Required work: Return each entry word for word, without its pictures.

____ Given entries

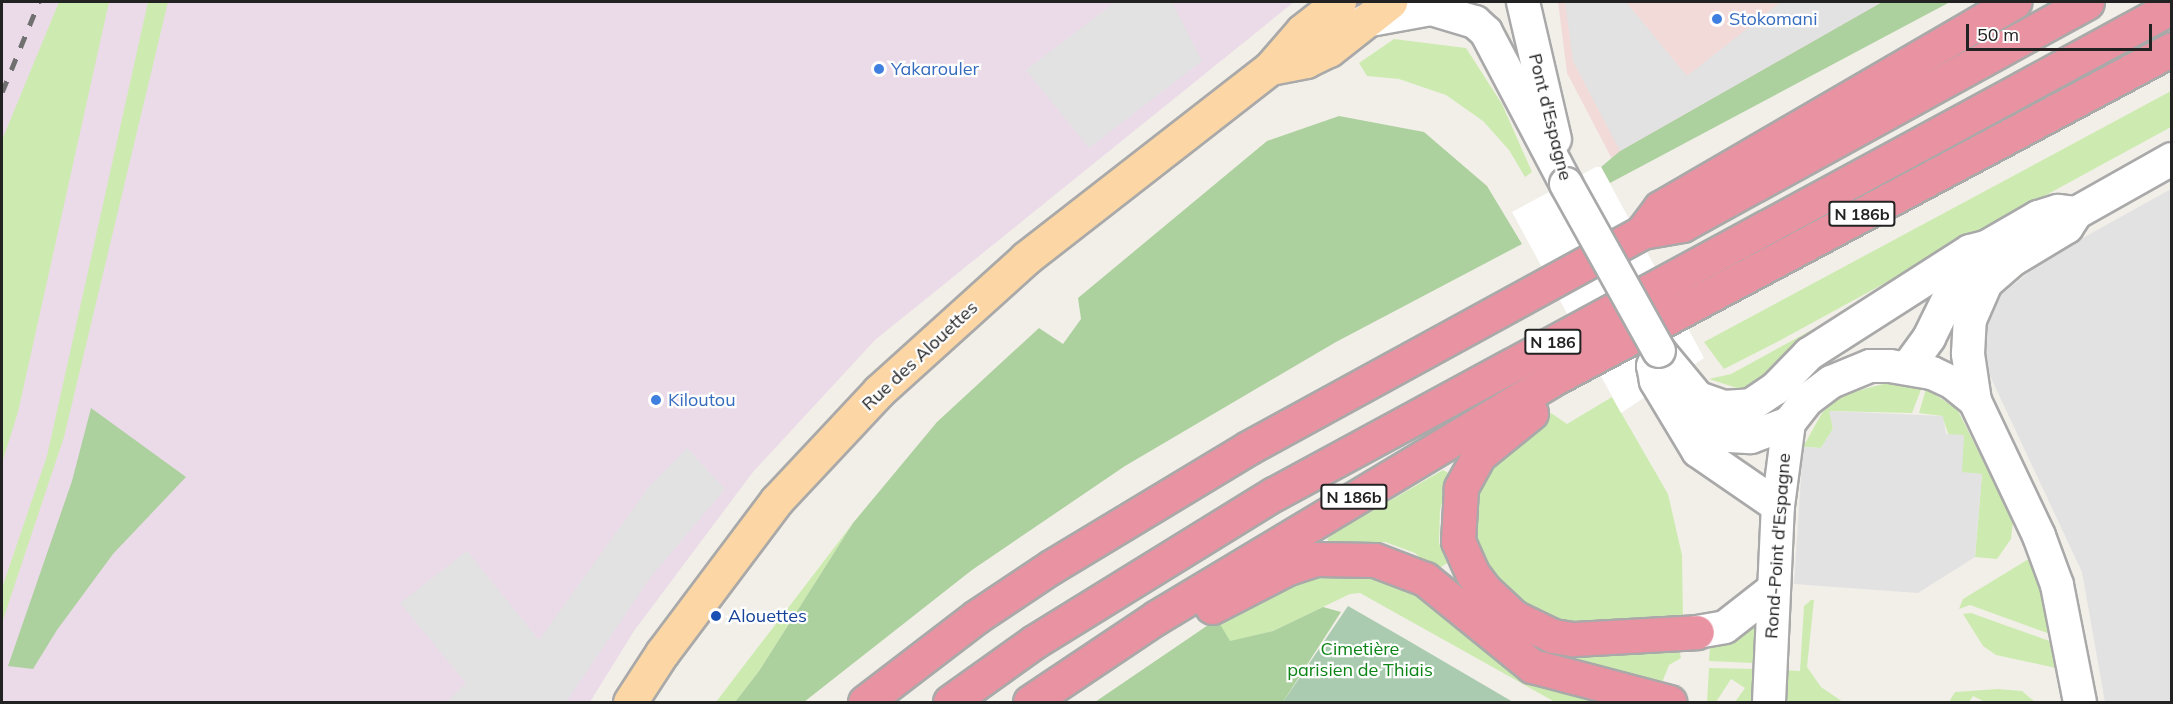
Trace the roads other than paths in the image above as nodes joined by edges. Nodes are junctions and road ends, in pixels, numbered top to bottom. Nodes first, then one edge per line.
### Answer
1 (1339, 2) edge
2 (1390, 2) edge
3 (1522, 2) edge
4 (2014, 2) edge
5 (2087, 2) edge
6 (2172, 7) edge
7 (1472, 12) edge
8 (1365, 21) junction
9 (2172, 49) edge
10 (1270, 68) junction
11 (2172, 159) edge
12 (1566, 184) junction
13 (2076, 213) junction
14 (1642, 232) junction
15 (1986, 247) junction
16 (1908, 367) junction
17 (1552, 379) junction
18 (1680, 387) junction
19 (1975, 401) junction
20 (1789, 423) junction
21 (1778, 506) junction
22 (1772, 591) junction
23 (1157, 617) junction
24 (1696, 632) joint
25 (630, 702) edge
26 (866, 702) edge
27 (950, 702) edge
28 (1030, 702) edge
29 (1670, 702) edge
30 (1769, 702) edge
31 (2080, 702) edge

1 - 10 main road, Rue des Alouettes
2 - 8 main road, Rue des Alouettes
3 - 12 street, Pont d'Espagne
4 - 14 highway
5 - 14 highway
6 - 27 highway, N 186
7 - 8 street
7 - 12 street
8 - 10 main road, Rue des Alouettes
9 - 17 highway, N 186b
10 - 25 main road, Rue des Alouettes
11 - 13 street
12 - 18 street, Pont d'Espagne, bridge
13 - 15 street
13 - 19 street
14 - 26 highway
15 - 16 street
15 - 18 street
16 - 19 street
16 - 20 street
17 - 23 highway, N 186b
17 - 24 highway
18 - 20 street
18 - 21 street
19 - 31 street
20 - 21 street, Rond-Point d'Espagne
21 - 22 street, Rond-Point d'Espagne
22 - 24 street
22 - 30 street, Rond-Point d'Espagne
23 - 28 highway, N 186b
23 - 29 highway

________

Result of this task:
Trace the roads other than paths in the image above as nodes joined by edges. Nodes are junctions and road ends, in pixels, numbered top to bottom. Nodes first, then one edge per line.
### Answer
1 (1339, 2) edge
2 (1390, 2) edge
3 (1522, 2) edge
4 (2014, 2) edge
5 (2087, 2) edge
6 (2172, 7) edge
7 (1472, 12) edge
8 (1365, 21) junction
9 (2172, 49) edge
10 (1270, 68) junction
11 (2172, 159) edge
12 (1566, 184) junction
13 (2076, 213) junction
14 (1642, 232) junction
15 (1986, 247) junction
16 (1908, 367) junction
17 (1552, 379) junction
18 (1680, 387) junction
19 (1975, 401) junction
20 (1789, 423) junction
21 (1778, 506) junction
22 (1772, 591) junction
23 (1157, 617) junction
24 (1696, 632) joint
25 (630, 702) edge
26 (866, 702) edge
27 (950, 702) edge
28 (1030, 702) edge
29 (1670, 702) edge
30 (1769, 702) edge
31 (2080, 702) edge

1 - 10 main road, Rue des Alouettes
2 - 8 main road, Rue des Alouettes
3 - 12 street, Pont d'Espagne
4 - 14 highway
5 - 14 highway
6 - 27 highway, N 186
7 - 8 street
7 - 12 street
8 - 10 main road, Rue des Alouettes
9 - 17 highway, N 186b
10 - 25 main road, Rue des Alouettes
11 - 13 street
12 - 18 street, Pont d'Espagne, bridge
13 - 15 street
13 - 19 street
14 - 26 highway
15 - 16 street
15 - 18 street
16 - 19 street
16 - 20 street
17 - 23 highway, N 186b
17 - 24 highway
18 - 20 street
18 - 21 street
19 - 31 street
20 - 21 street, Rond-Point d'Espagne
21 - 22 street, Rond-Point d'Espagne
22 - 24 street
22 - 30 street, Rond-Point d'Espagne
23 - 28 highway, N 186b
23 - 29 highway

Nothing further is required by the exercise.